This dissertation introduces a time-varying unobserved group-period fixed effect estimator designed to address specific challenges in causal inference. The proposed estimator accommodates scenarios where treated individuals can transition between unobserved groups following treatment. Developed within a difference-in-differences framework, it is particularly valuable for controlling violations of parallel trends arising from unobserved group changes. For example, when estimating the impact of job loss on health outcomes without observing insurance status, the estimator helps account for the confounding effect of losing insurance (due to job loss) on health. Additionally, the approach proves useful for estimating the average treatment effect on the treated (ATT) when treatment compliance is unobserved.
The second chapter introduces a mixed integer optimization (MIO) procedure for estimating individual group assignments.
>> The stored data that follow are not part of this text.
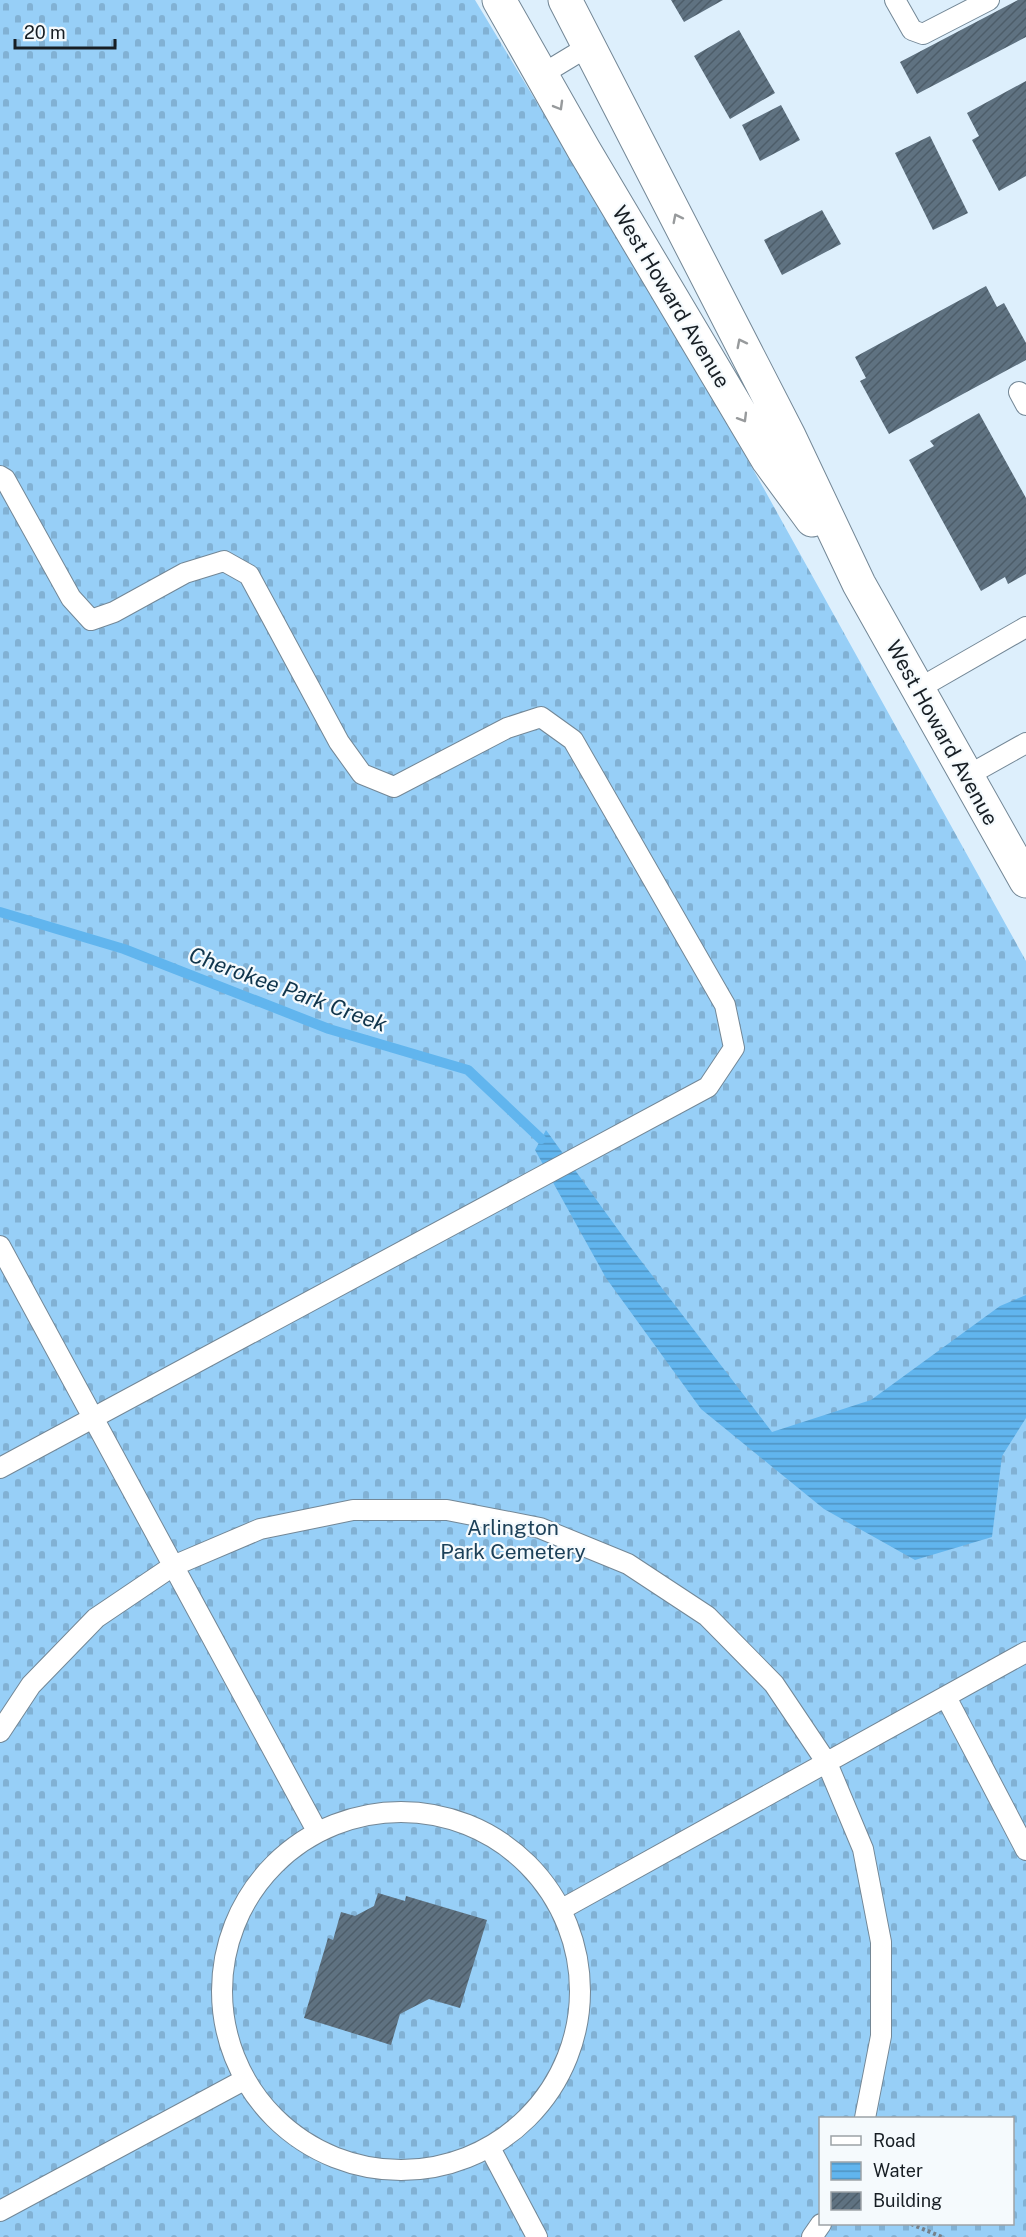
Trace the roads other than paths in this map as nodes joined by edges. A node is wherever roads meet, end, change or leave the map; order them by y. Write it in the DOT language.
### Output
graph roads {
  1 [pos="499,0"];
  2 [pos="565,0"];
  3 [pos="895,0"];
  4 [pos="989,0"];
  5 [pos="589,46"];
  6 [pos="541,75"];
  7 [pos="0,476"];
  8 [pos="859,584"];
  9 [pos="1026,627"];
  10 [pos="918,689"];
  11 [pos="1026,743"];
  12 [pos="967,776"];
  13 [pos="1026,881"];
  14 [pos="0,1246"];
  15 [pos="6,1270"];
  16 [pos="93,1418"];
  17 [pos="0,1468"];
  18 [pos="173,1566"];
  19 [pos="1026,1652"];
  20 [pos="946,1696"];
  21 [pos="0,1732"];
  22 [pos="827,1762"];
  23 [pos="316,1831"];
  24 [pos="1026,1850"];
  25 [pos="562,1909"];
  26 [pos="244,2080"];
  27 [pos="865,2117"];
  28 [pos="490,2148"];
  29 [pos="0,2211"];
  30 [pos="537,2237"];
  1 -- 6 [label="street, West Howard Avenue"];
  2 -- 5 [label="street, West Howard Avenue"];
  3 -- 4 [label="lane"];
  5 -- 6 [label="lane"];
  8 -- 5 [label="street, West Howard Avenue, one-way"];
  6 -- 8 [label="street, West Howard Avenue, one-way"];
  7 -- 16 [label="lane"];
  8 -- 10 [label="street, West Howard Avenue"];
  9 -- 10 [label="lane"];
  10 -- 12 [label="street, West Howard Avenue"];
  11 -- 12 [label="lane"];
  12 -- 13 [label="street, West Howard Avenue"];
  14 -- 15 [label="lane"];
  15 -- 16 [label="lane"];
  16 -- 17 [label="lane"];
  16 -- 18 [label="lane"];
  18 -- 21 [label="lane"];
  18 -- 22 [label="lane"];
  18 -- 23 [label="lane"];
  19 -- 20 [label="lane"];
  20 -- 22 [label="lane"];
  20 -- 24 [label="lane"];
  22 -- 25 [label="lane"];
  22 -- 27 [label="lane"];
  23 -- 25 [label="lane"];
  23 -- 26 [label="lane"];
  25 -- 28 [label="lane"];
  26 -- 28 [label="lane"];
  26 -- 29 [label="lane"];
  28 -- 30 [label="lane"];
}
While prior literature has often relied on K-means clustering for identifying unobserved group membership, this approach lacks asymptotic guarantees, and finite sample performance in the presence of non-spherical distributions and outliers. The MIO formulation, by contrast, provides global optimality and asymptotic guarantees, ensuring accurate estimation of group membership and convergence to our theoretical characterization of the estimator's distribution. However, due to computational limitations, the MIO approach becomes infeasible for datasets with more than 200 entities.
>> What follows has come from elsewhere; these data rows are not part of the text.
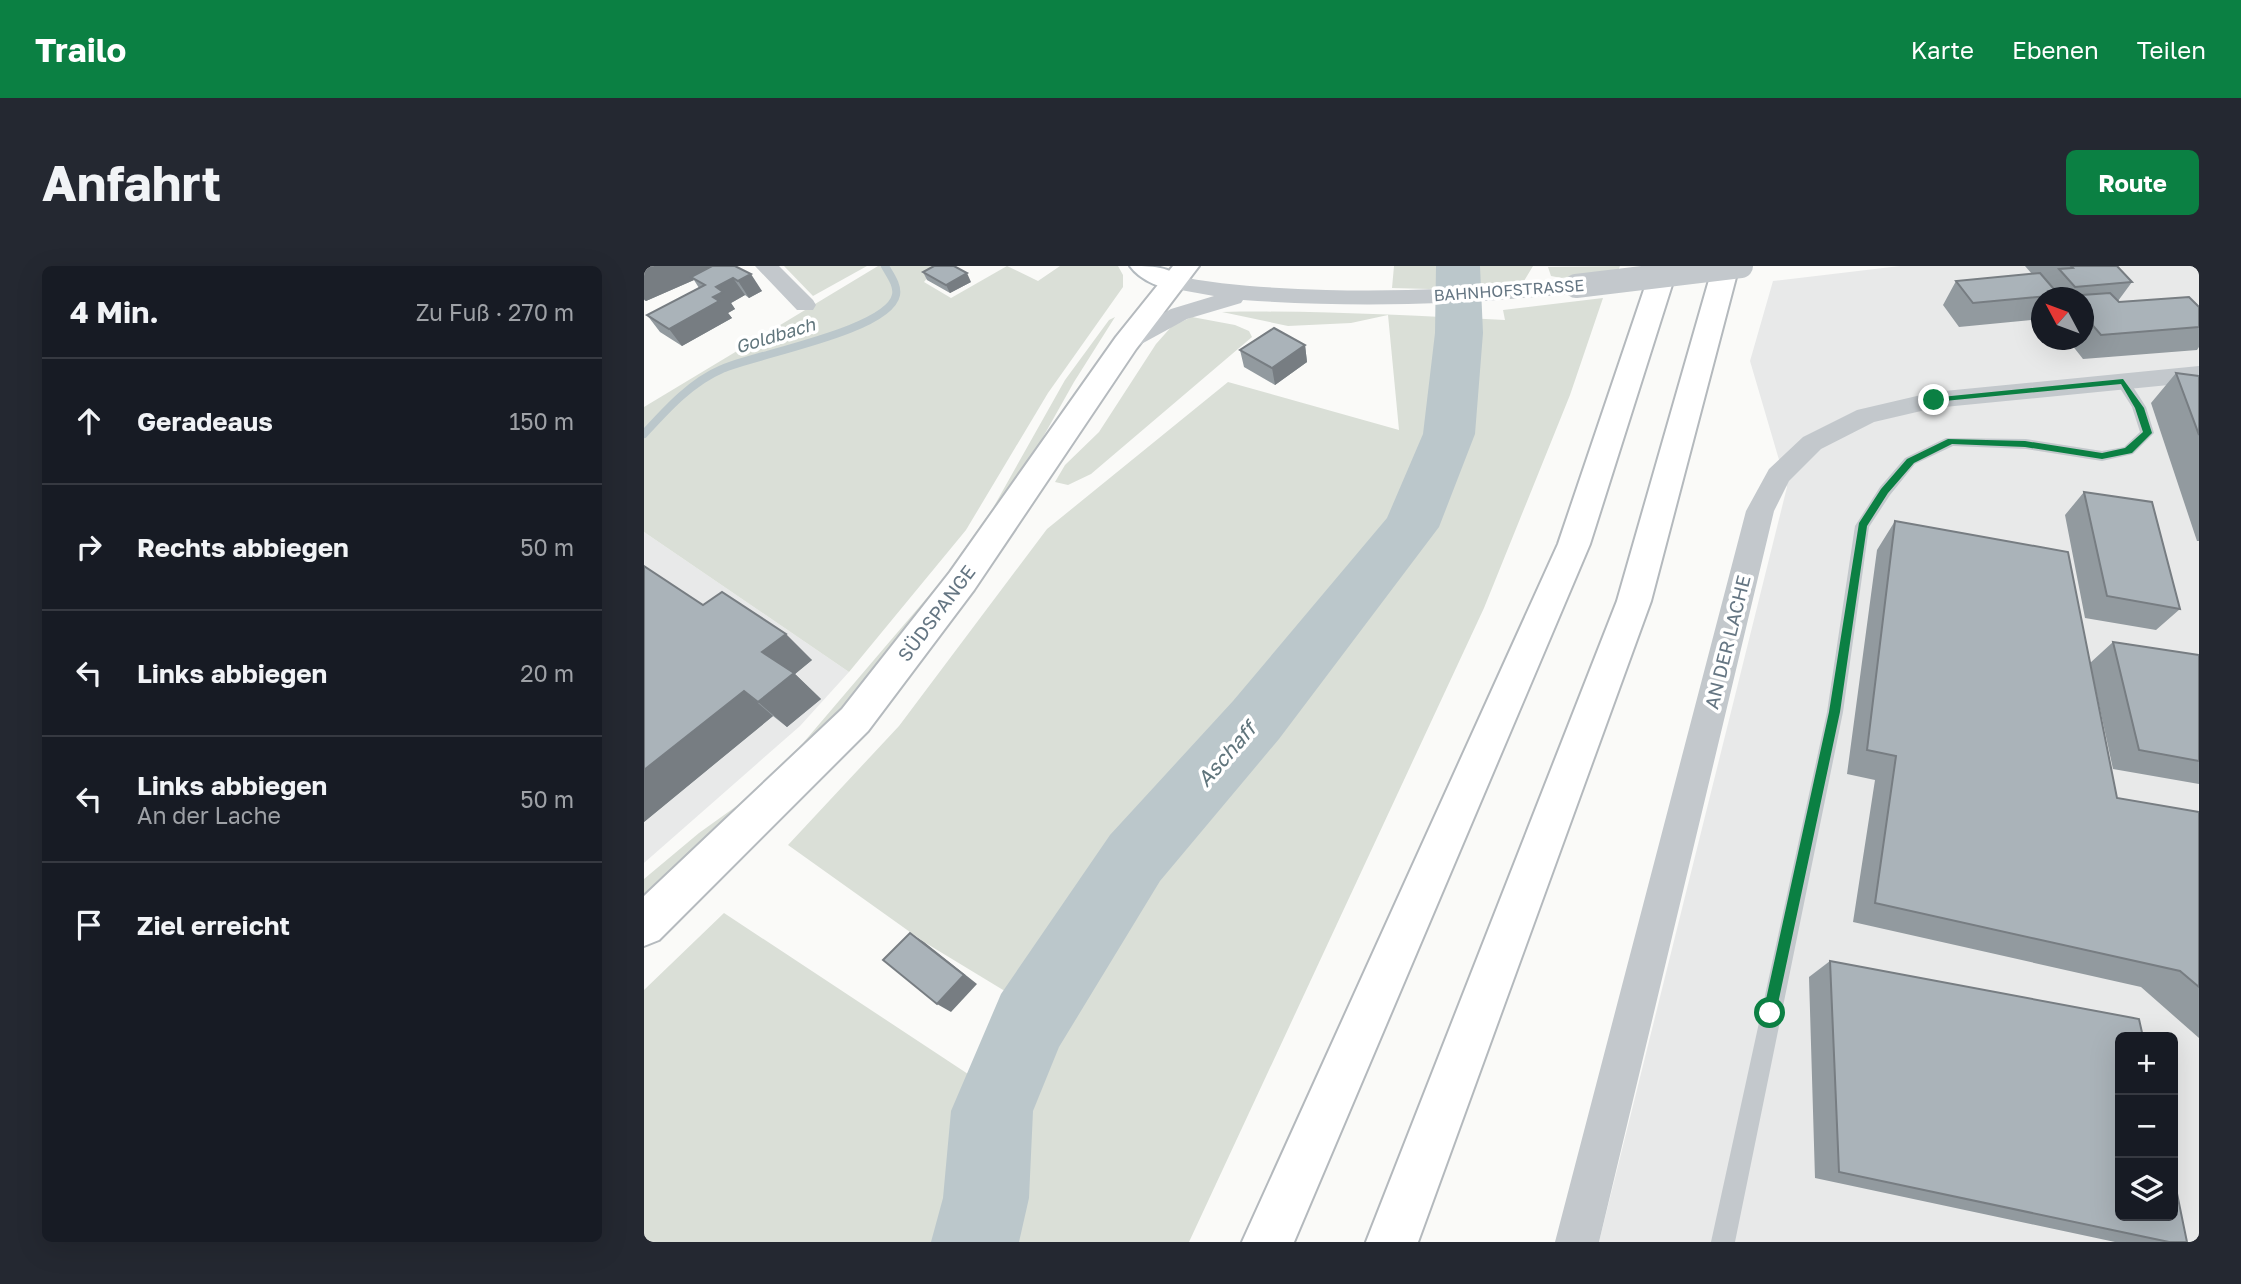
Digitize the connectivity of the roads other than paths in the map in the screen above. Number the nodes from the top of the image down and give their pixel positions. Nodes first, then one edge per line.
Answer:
1 (765, 266) edge
2 (1143, 266) edge
3 (1665, 266) edge
4 (1726, 266) edge
5 (1741, 266) edge
6 (1182, 270) edge
7 (1244, 295) junction
8 (1277, 295) junction
9 (805, 304) dead end
10 (1126, 343) junction
11 (2199, 374) edge
12 (2123, 382) junction
13 (644, 925) edge
14 (1268, 1242) edge
15 (1392, 1242) edge
16 (1577, 1242) edge
17 (1723, 1242) edge

1 - 9 street
2 - 6 main road, BAHNHOFSTRASSE
3 - 14 main road
4 - 15 main road
5 - 8 street, BAHNHOFSTRASSE, bridge
6 - 7 street, BAHNHOFSTRASSE
6 - 8 street, BAHNHOFSTRASSE
6 - 10 main road, SÜDSPANGE
7 - 8 street, BAHNHOFSTRASSE
7 - 10 street, BAHNHOFSTRASSE
10 - 13 main road, SÜDSPANGE
11 - 12 street, AN DER LACHE
12 - 16 street, AN DER LACHE
12 - 17 lane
To address MIO's computational constraints, the third chapter presents a novel branch-and-bound algorithm leveraging proof that our estimators decision boundary is linear. Instead of directly searching over individual group memberships, the algorithm searches for the linear decision boundary that determines group assignments. This method significantly improves computational efficiency, allowing it to handle large-scale problems. For instance, while the MIO formulation may take months to solve a problem with 1,000 entities, the branch-and-bound algorithm can solve it within seconds. Although the current implementation is limited to low-dimensional settings with two unobserved groups, the framework holds promise for extension to high-dimensional settings involving multiple groups.